League of Extraordinary Gentlemen, The: Black Dossier

Alan Moore and Kevin O’Neill’s League of Extraordinary Gentlemen meet James Bond and Big Brother

The third instalment of Alan Moore and Kevin O’Neill’s The League of Extraordinary Gentlemen series brings us into the 1950s. After winning the Second World War, the British government was usurped by a new party called Ingsoc, bringing a socialist dictator (Orwell’s Big Brother) into power. The remnants of Mina Harker’s League (last seen fighting Verne’s War of the Worlds in Volume 2) is no longer under government sponsorship, having been replaced by more traditional and easily controlled governmental agencies. So the government’s file on the League – the Black Dossier – has been closed for some years.

At the time this book takes place, however, Big Brother’s reign has come to an end. The 1950s are in full swing and British life is normalising. And so two mysterious figures break into a government building, with the unwitting help of a British spy called James Bond, and steal the dossier. Who they are, what they’re up to and what’s contained in the pages of the dossier are all revealed here.
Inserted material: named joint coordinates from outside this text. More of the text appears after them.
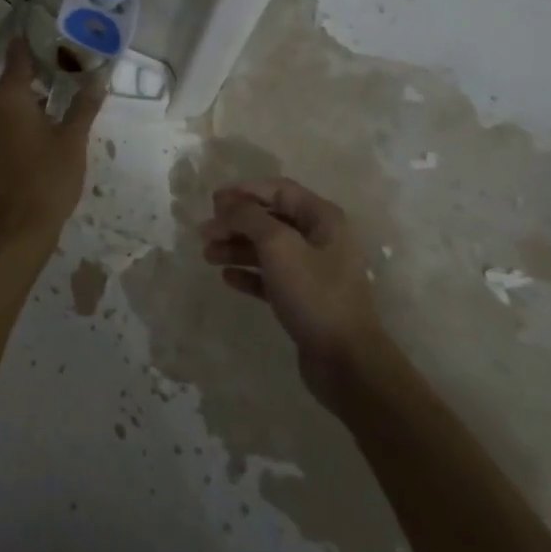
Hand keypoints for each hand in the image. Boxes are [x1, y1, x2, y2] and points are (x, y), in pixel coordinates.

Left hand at [0, 38, 103, 253]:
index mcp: (6, 97)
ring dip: (28, 102)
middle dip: (38, 76)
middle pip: (11, 81)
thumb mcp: (72, 142)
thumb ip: (83, 107)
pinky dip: (17, 122)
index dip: (35, 44)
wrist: (10, 235)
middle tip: (69, 75)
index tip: (54, 37)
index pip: (18, 56)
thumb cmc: (45, 181)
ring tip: (60, 105)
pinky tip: (41, 134)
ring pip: (4, 105)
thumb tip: (98, 79)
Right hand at [199, 178, 390, 404]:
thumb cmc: (314, 294)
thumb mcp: (279, 246)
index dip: (245, 191)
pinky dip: (249, 274)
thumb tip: (228, 204)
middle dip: (235, 223)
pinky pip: (270, 277)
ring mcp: (313, 270)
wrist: (346, 361)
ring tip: (207, 256)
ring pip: (267, 249)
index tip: (213, 202)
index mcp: (323, 218)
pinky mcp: (304, 298)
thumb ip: (250, 217)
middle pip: (270, 219)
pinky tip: (227, 278)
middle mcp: (320, 239)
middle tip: (204, 234)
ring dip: (236, 248)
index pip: (279, 190)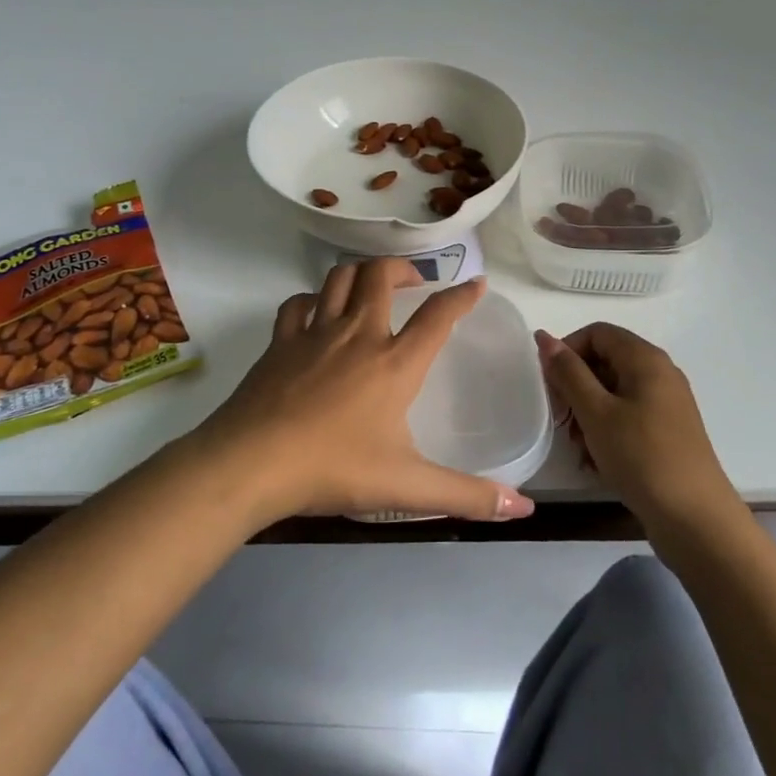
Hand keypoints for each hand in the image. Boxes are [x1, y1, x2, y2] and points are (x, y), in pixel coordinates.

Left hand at [194, 259, 536, 525]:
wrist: (252, 463)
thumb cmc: (334, 468)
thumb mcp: (407, 487)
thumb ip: (466, 496)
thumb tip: (523, 508)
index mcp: (395, 363)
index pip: (438, 316)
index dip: (461, 296)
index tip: (476, 283)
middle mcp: (358, 334)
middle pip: (382, 275)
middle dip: (403, 268)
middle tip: (415, 281)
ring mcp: (315, 333)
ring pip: (340, 278)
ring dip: (360, 273)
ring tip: (372, 285)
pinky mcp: (281, 342)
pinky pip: (298, 303)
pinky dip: (312, 298)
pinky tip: (316, 311)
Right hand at [536, 324, 736, 533]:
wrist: (696, 520)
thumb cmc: (642, 457)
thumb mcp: (596, 413)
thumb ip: (568, 373)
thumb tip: (545, 337)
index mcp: (646, 359)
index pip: (597, 332)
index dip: (568, 350)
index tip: (550, 384)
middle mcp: (660, 373)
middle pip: (605, 361)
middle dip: (576, 387)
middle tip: (561, 419)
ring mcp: (666, 404)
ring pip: (614, 393)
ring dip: (588, 414)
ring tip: (578, 448)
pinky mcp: (668, 432)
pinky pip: (628, 417)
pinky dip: (607, 431)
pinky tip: (595, 462)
The sections of the book devoted to telling the current story are in the usual comics format, scripted by Moore and illustrated by O’Neill. This is a rip-roaring adventure, as the couple steal the dossier and attempt to evade the authorities. Moore’s script captures the spirit of the time, featuring a sort of acceleration of hope and technology after the dark times of war and dictatorship. O’Neill’s illustration remains as richly detailed and stunningly characteristic as ever.

Less exciting is the dossier itself. This is mercifully interspersed into the flow of the comic – we effectively read it alongside the protagonists’ own reading. But while entertaining in places, it’s bone dry in others.
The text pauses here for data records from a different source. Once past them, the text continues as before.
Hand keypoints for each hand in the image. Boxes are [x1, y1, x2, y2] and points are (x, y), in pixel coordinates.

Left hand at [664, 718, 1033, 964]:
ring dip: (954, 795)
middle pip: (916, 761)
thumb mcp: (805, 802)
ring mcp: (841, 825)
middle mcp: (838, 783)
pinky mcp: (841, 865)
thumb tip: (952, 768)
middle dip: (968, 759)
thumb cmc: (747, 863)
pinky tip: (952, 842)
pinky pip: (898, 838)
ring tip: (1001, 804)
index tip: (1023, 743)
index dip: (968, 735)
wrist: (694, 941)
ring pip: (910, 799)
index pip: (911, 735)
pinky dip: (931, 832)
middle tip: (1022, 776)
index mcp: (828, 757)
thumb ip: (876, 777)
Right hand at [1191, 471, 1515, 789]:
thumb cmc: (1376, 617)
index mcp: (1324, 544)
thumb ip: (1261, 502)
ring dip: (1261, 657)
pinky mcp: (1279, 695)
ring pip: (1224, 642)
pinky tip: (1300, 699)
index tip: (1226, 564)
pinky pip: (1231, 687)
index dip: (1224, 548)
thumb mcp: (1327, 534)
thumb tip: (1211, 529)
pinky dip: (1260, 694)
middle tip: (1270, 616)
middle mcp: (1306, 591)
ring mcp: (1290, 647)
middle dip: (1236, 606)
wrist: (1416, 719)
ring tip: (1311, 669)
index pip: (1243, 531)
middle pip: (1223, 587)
The problem is that Moore presents his history of Leagues past and present in the styles of the literature they come from. So while these may at times be interesting and succinct – such as business-like entries from Harker’s journal – at other times they’re turgid and frankly dull. One section, in which the protagonists are met and described by a Kerouacian beat character, is written in an unpunctuated, rhythmic style. There’s little doubt that this is stylistically clever, showcasing Moore’s versatility in creating mashed-up facsimiles in other people’s work, but it’s arguably at the expense of the reader.

This turns it into the most disappointing of the League books so far. The background material is of interest and the recent history is key to unravelling the mysteries in the main comic. But it’s a chore to work through, occasionally feeling a bit more like homework than entertainment, and that’s a bit of a shame.